Leaving open the option of widening a ground campaign in the Hamas Islamist-dominated Gaza Strip, the Israeli military said it had called up an additional 16,000 reservists. A military source said they would relieve a similar number of reserve soldiers being stood down.
On Wednesday, Netanyahu’s security cabinet approved continuing operations launched on July 8 in response to a surge of cross-border rocket attacks. Israel also sent a delegation to Egypt, which has been trying, with US blessing, to broker a cease-fire.
Washington has also, however, allowed Israel to tap a local US arms stockpile in the past few weeks to replenish its grenades and mortar rounds, a US defense official said yesterday.
US Secretary of State John Kerry, who failed in a visit to the region last week to secure a cease-fire, voiced support for Israel’s operations against the tunnels.

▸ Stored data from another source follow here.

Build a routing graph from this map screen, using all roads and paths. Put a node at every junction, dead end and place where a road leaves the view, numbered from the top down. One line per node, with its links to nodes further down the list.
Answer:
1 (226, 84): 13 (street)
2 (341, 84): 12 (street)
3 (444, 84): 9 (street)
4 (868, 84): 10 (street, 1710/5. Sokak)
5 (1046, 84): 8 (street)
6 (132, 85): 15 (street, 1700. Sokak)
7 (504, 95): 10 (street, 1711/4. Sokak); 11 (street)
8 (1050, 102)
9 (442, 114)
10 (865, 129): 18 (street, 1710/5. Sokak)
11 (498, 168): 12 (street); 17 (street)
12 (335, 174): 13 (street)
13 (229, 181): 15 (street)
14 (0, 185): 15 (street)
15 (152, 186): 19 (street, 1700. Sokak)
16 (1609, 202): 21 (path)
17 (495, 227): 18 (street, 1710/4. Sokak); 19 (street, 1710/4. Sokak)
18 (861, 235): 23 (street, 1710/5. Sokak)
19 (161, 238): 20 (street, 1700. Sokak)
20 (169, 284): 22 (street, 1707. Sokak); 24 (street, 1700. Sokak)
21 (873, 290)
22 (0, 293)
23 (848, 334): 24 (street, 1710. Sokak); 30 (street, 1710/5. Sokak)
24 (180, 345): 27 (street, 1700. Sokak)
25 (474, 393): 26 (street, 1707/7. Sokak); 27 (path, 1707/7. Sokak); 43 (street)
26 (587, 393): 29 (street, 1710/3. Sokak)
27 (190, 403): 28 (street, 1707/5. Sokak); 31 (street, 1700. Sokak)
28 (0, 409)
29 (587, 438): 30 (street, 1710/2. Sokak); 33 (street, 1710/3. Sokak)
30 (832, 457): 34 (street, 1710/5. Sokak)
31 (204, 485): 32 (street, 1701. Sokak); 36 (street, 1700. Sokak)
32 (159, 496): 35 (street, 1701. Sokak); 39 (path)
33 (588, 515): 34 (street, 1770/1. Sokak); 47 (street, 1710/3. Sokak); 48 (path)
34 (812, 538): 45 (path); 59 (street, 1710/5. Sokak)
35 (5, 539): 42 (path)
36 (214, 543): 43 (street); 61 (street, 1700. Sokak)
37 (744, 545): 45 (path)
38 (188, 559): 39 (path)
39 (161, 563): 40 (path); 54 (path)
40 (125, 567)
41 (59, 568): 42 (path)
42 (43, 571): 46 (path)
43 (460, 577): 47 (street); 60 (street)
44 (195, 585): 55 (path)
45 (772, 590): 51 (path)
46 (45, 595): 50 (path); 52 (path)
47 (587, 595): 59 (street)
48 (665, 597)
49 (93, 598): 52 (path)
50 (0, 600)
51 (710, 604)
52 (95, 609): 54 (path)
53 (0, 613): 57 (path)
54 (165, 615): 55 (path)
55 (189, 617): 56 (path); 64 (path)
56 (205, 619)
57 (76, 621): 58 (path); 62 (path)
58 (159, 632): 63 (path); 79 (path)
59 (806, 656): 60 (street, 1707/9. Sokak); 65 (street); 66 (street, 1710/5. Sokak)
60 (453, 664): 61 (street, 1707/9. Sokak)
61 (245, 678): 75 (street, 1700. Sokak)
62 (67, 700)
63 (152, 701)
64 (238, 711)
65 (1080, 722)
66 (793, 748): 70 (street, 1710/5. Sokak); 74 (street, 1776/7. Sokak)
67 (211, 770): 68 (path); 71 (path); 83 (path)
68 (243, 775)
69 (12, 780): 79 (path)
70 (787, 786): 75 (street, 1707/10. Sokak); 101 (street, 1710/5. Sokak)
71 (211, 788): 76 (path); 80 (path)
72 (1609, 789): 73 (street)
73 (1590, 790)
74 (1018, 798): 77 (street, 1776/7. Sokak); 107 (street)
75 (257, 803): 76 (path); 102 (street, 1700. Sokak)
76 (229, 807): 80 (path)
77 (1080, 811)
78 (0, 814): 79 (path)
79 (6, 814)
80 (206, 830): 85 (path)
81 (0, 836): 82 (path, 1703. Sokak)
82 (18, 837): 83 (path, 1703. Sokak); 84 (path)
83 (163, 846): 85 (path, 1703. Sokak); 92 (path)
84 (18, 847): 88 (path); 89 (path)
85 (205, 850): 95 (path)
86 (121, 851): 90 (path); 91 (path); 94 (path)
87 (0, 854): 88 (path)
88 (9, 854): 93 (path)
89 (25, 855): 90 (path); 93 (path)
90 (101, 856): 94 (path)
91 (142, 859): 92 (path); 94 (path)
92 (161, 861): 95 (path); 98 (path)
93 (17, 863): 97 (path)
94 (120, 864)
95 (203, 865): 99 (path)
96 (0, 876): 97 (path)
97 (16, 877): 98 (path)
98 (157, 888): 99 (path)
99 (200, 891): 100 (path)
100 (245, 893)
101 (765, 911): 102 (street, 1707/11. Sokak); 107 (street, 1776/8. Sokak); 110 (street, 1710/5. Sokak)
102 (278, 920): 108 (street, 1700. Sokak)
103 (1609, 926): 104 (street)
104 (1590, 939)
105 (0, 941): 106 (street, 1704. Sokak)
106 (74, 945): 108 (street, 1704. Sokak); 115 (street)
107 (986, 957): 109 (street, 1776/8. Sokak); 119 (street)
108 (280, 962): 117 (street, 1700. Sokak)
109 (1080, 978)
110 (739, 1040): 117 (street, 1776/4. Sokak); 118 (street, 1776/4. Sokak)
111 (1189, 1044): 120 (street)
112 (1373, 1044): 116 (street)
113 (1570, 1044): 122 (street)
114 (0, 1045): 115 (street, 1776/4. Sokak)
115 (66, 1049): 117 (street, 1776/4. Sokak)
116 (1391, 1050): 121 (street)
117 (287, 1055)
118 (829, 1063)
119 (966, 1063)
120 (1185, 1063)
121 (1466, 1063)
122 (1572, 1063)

“No country can sit there and live with tunnels being dug under its border, out of which jump people who are carrying handcuffs and tranquilizer drugs in order to kidnap their citizens and hold them for ransom,” Kerry said in an interview broadcast by India’s NDTV.
Gaza officials say at least 1,394 Palestinians, most of them civilians, have been killed in the territory and nearly 7,000 wounded. Fifty-six Israeli soldiers have been killed in Gaza clashes and more than 400 wounded. Three civilians have been killed by Palestinian shelling in Israel.
On Wednesday, UN Secretary-General Ban Ki-moon strongly condemned the deaths of at least 15 Palestinians among thousands sheltering at a UN-run school. The United Nations said its initial assessment was that Israeli artillery shells hit the facility.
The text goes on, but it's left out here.